* **What needs to be done**
Return the lines below that carry the word "bottom".

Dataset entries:
*-*-*

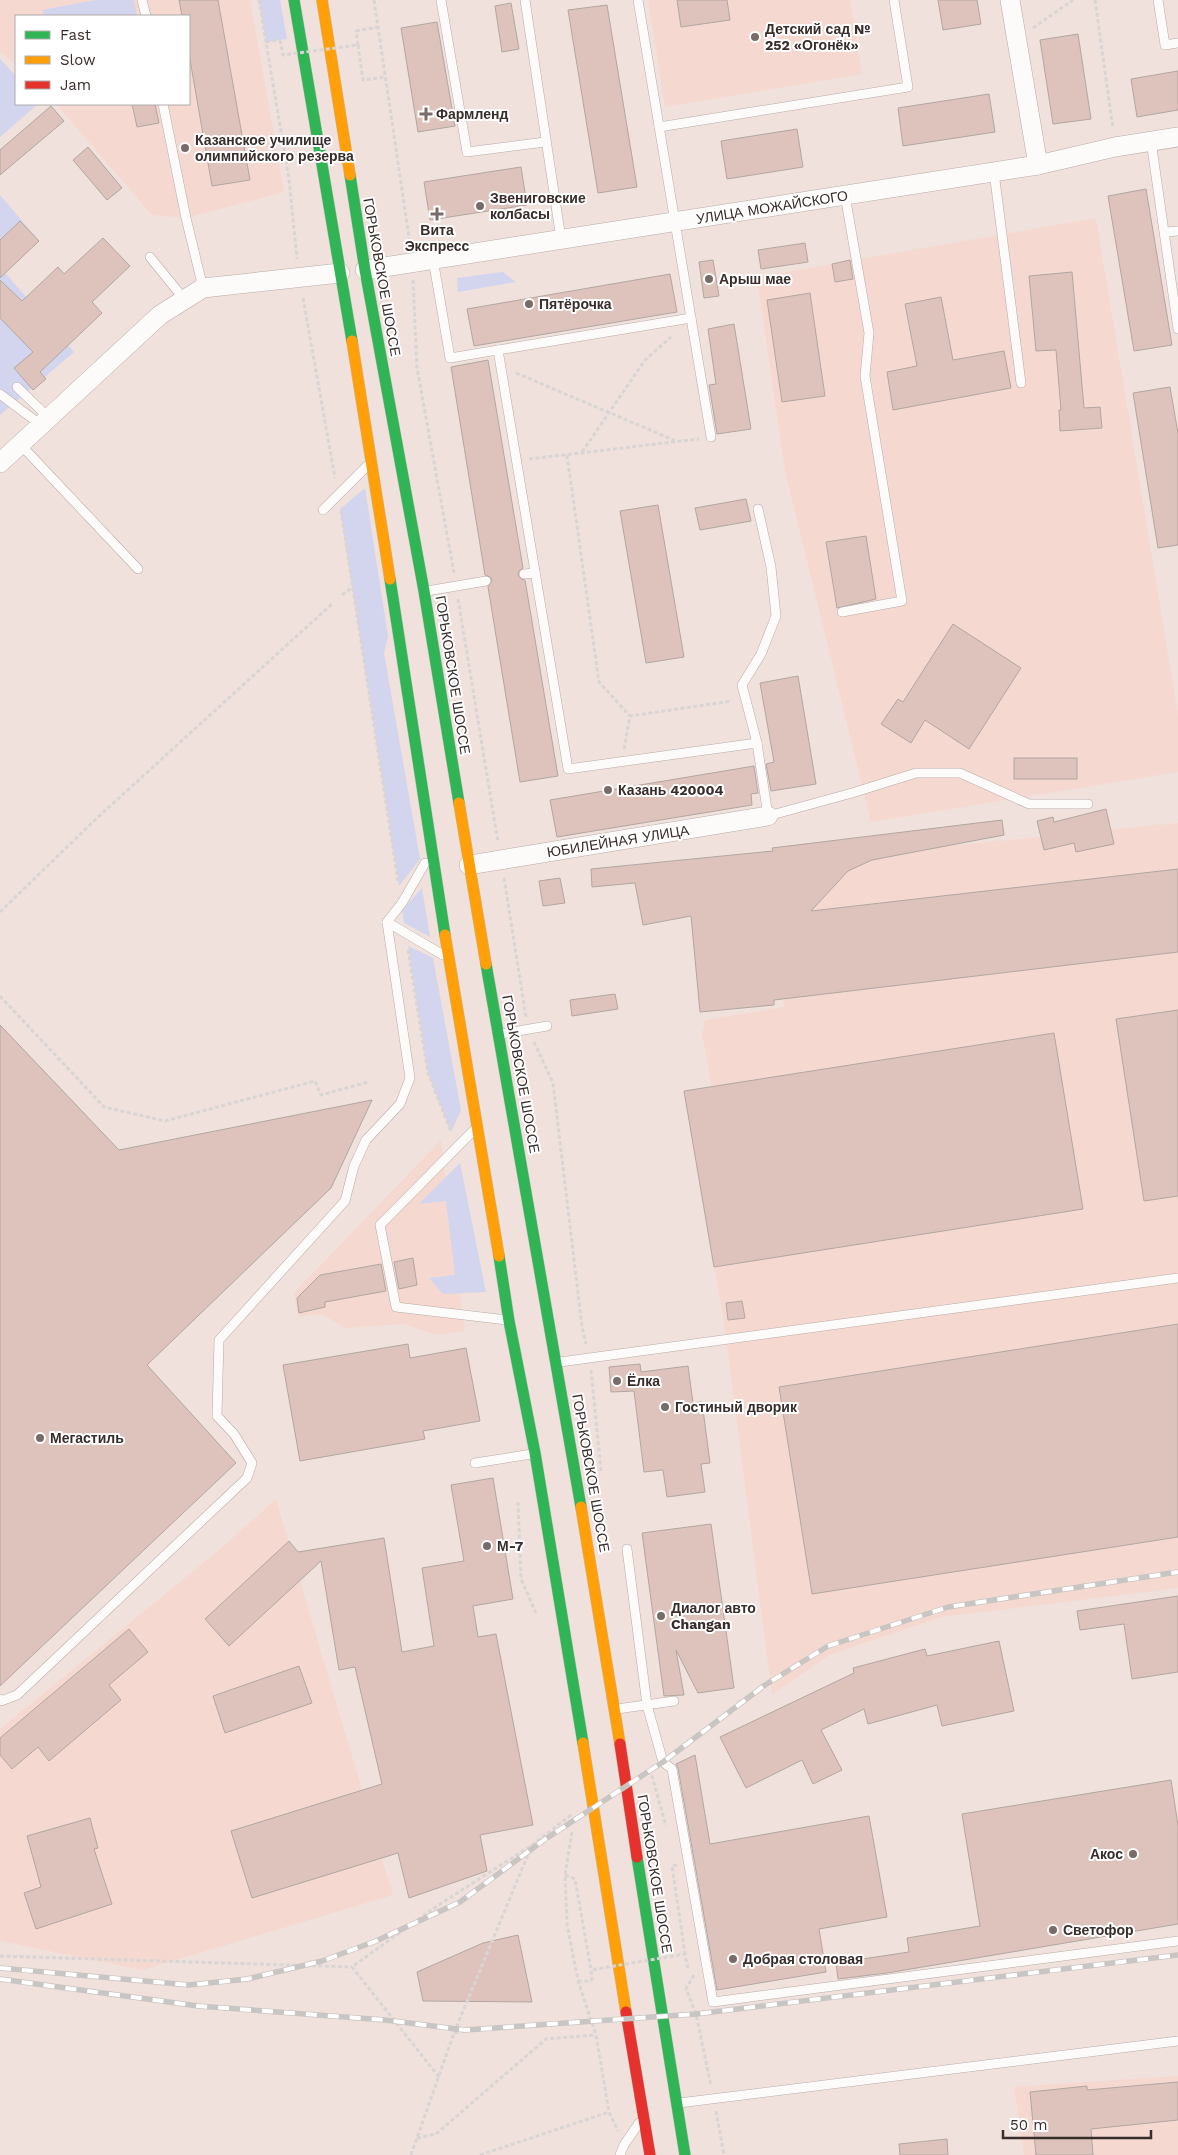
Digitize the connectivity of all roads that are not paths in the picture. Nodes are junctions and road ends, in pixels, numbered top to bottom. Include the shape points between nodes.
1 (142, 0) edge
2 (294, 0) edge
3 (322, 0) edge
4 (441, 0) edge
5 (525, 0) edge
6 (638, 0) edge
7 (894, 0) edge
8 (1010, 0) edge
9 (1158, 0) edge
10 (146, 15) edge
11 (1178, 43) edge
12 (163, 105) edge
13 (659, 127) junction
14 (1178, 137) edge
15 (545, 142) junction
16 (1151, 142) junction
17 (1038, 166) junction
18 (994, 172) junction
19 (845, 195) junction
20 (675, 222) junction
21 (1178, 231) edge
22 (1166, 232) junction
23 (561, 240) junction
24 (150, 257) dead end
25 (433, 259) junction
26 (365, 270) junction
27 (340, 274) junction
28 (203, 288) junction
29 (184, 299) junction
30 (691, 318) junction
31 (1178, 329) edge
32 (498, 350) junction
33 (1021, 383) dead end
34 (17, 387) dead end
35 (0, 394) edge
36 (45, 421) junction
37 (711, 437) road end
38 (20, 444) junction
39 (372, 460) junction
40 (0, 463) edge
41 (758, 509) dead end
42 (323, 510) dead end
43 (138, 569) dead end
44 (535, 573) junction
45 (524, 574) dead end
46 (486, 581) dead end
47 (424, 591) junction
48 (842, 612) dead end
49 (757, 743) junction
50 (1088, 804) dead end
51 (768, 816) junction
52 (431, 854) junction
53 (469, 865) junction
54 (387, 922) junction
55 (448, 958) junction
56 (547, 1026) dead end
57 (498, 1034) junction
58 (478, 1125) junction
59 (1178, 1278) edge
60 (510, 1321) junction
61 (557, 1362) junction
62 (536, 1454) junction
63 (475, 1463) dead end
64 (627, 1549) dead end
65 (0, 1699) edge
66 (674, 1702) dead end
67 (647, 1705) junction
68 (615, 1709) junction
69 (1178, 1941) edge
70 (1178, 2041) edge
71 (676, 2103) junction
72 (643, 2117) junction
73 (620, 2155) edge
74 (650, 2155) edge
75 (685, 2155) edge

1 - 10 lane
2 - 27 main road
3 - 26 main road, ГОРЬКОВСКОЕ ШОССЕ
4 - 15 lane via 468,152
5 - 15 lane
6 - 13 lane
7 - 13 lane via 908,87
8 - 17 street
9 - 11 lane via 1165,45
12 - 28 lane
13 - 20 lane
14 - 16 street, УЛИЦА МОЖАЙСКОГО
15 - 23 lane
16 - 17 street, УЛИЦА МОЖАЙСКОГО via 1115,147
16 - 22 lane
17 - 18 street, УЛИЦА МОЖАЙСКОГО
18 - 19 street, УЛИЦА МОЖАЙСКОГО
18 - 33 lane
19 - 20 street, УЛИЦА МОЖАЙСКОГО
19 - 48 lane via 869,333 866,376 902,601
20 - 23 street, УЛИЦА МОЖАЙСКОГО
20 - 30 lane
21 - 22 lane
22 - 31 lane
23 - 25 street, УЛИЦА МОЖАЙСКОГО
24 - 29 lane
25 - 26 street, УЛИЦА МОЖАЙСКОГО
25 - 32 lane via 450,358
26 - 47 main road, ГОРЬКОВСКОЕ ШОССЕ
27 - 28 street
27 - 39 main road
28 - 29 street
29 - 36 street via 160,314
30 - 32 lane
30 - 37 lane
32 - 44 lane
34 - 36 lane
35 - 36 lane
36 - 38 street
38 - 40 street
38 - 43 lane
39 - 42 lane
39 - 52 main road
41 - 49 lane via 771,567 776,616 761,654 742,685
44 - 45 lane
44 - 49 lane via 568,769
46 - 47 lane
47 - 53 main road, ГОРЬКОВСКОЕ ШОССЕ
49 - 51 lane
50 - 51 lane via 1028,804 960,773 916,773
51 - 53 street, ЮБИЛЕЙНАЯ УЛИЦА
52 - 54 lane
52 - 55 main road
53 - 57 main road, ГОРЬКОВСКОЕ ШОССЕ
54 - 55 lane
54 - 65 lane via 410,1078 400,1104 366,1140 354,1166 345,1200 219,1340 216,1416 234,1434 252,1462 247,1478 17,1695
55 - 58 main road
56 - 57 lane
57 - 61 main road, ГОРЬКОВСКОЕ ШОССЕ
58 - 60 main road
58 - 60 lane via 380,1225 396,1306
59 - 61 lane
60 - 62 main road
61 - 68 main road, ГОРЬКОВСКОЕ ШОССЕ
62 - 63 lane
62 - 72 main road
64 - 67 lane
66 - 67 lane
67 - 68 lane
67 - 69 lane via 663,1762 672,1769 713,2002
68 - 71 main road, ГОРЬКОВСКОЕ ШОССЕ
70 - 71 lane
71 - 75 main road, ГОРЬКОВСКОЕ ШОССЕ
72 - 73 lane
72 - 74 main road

*-*-*

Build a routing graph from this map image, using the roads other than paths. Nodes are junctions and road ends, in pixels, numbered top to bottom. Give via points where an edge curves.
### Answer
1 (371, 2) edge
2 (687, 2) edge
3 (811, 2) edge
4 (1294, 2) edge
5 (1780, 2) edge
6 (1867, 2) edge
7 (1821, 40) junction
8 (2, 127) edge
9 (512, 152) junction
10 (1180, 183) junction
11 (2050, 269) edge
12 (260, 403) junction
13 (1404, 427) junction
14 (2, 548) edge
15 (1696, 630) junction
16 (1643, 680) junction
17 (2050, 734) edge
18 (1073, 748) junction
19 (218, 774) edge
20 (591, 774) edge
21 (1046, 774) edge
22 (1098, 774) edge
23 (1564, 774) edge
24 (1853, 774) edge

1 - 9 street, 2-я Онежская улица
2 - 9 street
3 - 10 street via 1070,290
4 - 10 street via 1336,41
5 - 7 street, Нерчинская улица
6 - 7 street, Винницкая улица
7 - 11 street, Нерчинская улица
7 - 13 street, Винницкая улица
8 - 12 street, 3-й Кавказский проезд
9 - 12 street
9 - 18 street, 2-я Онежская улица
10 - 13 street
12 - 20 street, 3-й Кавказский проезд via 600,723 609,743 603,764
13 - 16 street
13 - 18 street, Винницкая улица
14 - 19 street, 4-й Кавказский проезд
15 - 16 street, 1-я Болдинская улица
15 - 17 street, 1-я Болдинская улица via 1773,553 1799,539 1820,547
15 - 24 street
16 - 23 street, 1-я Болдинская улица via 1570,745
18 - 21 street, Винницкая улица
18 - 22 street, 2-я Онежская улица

*-*-*

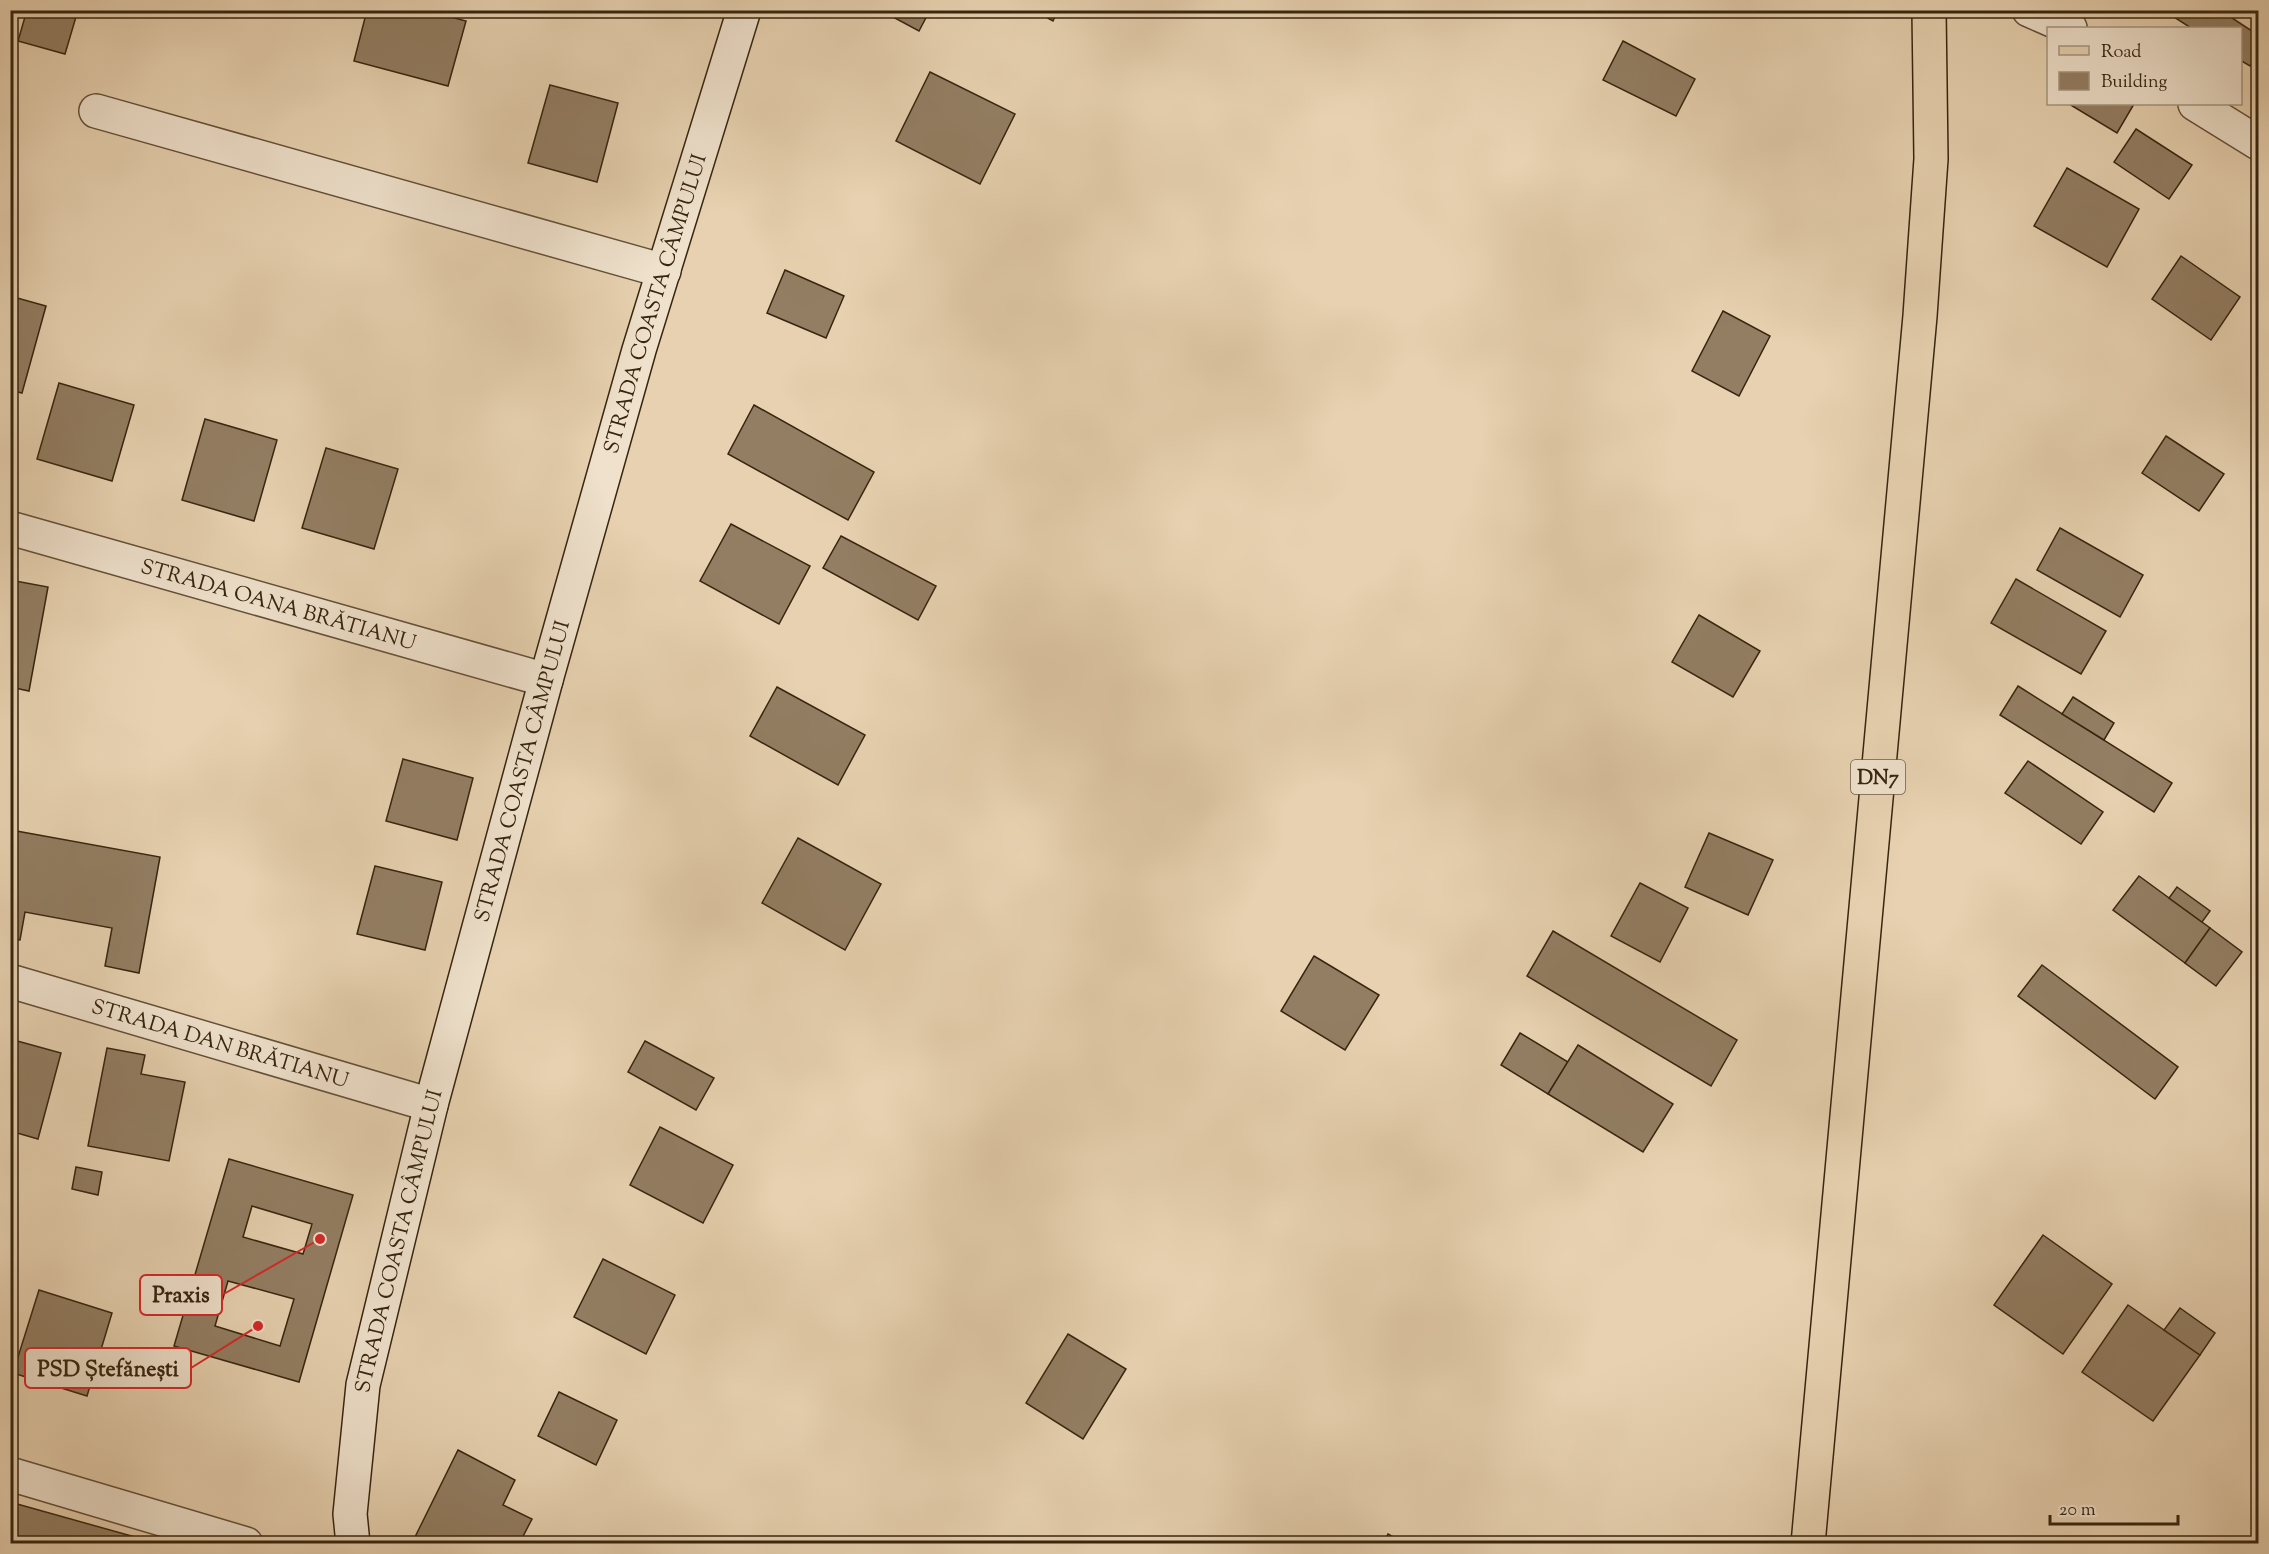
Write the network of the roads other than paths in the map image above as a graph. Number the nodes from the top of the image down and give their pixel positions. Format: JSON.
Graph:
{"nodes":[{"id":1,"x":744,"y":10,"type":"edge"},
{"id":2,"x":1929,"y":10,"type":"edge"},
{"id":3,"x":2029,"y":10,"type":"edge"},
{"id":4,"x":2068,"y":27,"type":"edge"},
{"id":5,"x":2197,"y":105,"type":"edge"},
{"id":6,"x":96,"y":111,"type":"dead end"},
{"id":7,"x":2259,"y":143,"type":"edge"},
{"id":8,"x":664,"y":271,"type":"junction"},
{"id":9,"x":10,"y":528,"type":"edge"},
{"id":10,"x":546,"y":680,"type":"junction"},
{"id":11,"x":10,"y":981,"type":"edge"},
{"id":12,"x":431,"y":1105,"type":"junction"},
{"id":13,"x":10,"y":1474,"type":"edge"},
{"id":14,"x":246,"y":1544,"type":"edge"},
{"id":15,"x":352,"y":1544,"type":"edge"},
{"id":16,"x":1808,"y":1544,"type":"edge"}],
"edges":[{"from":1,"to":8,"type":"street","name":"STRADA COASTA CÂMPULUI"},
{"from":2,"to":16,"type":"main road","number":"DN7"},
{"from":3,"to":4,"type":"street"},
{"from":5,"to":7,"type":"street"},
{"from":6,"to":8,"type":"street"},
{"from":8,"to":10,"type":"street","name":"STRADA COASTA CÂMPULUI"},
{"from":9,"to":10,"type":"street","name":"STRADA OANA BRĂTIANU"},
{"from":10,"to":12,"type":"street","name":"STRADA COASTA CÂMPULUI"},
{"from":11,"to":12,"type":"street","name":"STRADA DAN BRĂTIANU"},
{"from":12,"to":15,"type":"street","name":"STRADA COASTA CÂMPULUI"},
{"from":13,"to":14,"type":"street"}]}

*-*-*

* **Completed exercise**
Digitize the connectivity of all roads that are not paths in the picture. Nodes are junctions and road ends, in pixels, numbered top to bottom. Include the shape points between nodes.
Build a routing graph from this map image, using the roads other than paths. Nodes are junctions and road ends, in pixels, numbered top to bottom. Give via points where an edge curves.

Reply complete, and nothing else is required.